Czechs mourn victims of University shooting as police tighten security

Members of the police stand guard following a shooting at one of Charles University's buildings in Prague, Czech Republic, Dec 22, 2023. [Reuters]

Czechs mourned the victims of the Czech Republic's worst mass shooting as police tightened security around schools and other public buildings across the country on Friday after authorities said a student gunman killed 14 people at a Prague university building on Thursday.

At the Charles University headquarters, crowds that included Prime Minister Petr Fiala and U.S. Ambassador Bijan Sabet paid tribute to the victims. Some knelt to light candles and lay flowers while others stood crying and hugging each other.

"We are here to show our support as fellow students," said Czech student Daniel Broz. "I was on the other side of the river and hearing gunshots, pops, and not knowing what is going on and then a flurry of police cars passing by was absolutely surreal, especially as a Czech who has never witnessed an event similar to this before."

Charles University canceled all lectures and events on Friday, a day after the shooting in the central European country of 10.9 million where more than 300,000 people own guns, but mass shootings are rare.

The Health Ministry said 27 people were admitted or treated at six Prague hospitals, many with gunshot wounds. Of those, 12 remained in serious condition and at least one in critical condition.

One of the victims died in a hospital.

Authorities began releasing more details about the attack and events that preceded the shooting. They said the 24-year-old student likely shot himself after police cornered him on a balcony and the suspect dropped his long-barrel gun with sights. He carried multiple weapons with him, police said.

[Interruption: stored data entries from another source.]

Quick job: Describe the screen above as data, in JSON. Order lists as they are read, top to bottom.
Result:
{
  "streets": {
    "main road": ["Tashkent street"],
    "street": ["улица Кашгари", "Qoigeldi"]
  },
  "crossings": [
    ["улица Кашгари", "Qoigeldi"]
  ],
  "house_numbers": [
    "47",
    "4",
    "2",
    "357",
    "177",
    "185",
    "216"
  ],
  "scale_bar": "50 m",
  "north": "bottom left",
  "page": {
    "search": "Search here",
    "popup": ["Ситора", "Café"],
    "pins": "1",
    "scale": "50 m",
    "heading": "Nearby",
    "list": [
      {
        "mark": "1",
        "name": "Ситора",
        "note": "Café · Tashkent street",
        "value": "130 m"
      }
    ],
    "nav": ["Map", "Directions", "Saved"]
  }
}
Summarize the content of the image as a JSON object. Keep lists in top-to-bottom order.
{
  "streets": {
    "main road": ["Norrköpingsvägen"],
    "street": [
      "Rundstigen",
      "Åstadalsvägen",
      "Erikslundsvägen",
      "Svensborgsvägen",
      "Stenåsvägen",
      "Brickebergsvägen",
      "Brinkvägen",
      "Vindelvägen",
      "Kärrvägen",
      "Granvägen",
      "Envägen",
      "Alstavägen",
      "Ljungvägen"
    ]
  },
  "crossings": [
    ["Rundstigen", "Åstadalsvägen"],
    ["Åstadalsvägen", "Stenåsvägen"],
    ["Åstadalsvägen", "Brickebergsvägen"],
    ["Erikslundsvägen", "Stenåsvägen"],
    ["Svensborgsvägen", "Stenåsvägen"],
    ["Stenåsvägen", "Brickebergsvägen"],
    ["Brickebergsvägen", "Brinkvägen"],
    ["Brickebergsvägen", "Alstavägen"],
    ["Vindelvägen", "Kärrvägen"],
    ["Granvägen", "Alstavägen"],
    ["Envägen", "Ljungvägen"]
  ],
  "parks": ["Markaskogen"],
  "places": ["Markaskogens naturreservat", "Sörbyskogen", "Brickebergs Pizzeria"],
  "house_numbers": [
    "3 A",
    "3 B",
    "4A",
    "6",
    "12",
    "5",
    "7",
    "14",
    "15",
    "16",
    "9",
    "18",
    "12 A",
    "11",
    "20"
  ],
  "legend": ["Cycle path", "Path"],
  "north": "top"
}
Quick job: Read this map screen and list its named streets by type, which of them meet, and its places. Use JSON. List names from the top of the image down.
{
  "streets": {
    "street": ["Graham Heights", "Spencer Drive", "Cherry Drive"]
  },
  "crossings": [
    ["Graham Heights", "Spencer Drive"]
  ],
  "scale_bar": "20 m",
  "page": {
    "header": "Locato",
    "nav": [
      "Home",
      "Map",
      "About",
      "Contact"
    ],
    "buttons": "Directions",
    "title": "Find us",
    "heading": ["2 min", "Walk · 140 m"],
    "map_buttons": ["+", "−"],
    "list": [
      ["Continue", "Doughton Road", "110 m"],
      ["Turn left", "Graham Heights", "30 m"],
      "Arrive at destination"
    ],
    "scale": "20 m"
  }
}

"He was left with a shotgun, which does not have long range, and when we were nearing the balcony, he decided to commit suicide," Petr Matejcek, director of the Prague regional police, told a news conference, broadcast live on public television.

The police showed body-camera video footage of special police units storming the university building, searching corridors and rooms and administering first aid to victims. The video also showed police on the roof carrying what appeared to be a body, and later, people leaving the building with hands raised above their heads.

Tracking the suspect

Interior Minister Vit Rakusan called on the media to not give publicity to the gunman or share unverified information.

Police President Martin Vondrasek called the attack the "most shocking experience of my life."

He also said Czech police have been training for an active shooter scenario since the 2011 shootings and a car bomb attack in Norway in which 77 people died.

"That was the year when we realized it can happen anywhere in the world," Vondrasek said.

Leading to Thursday's attack, authorities said the suspect had killed his father at home outside Prague before traveling to the capital.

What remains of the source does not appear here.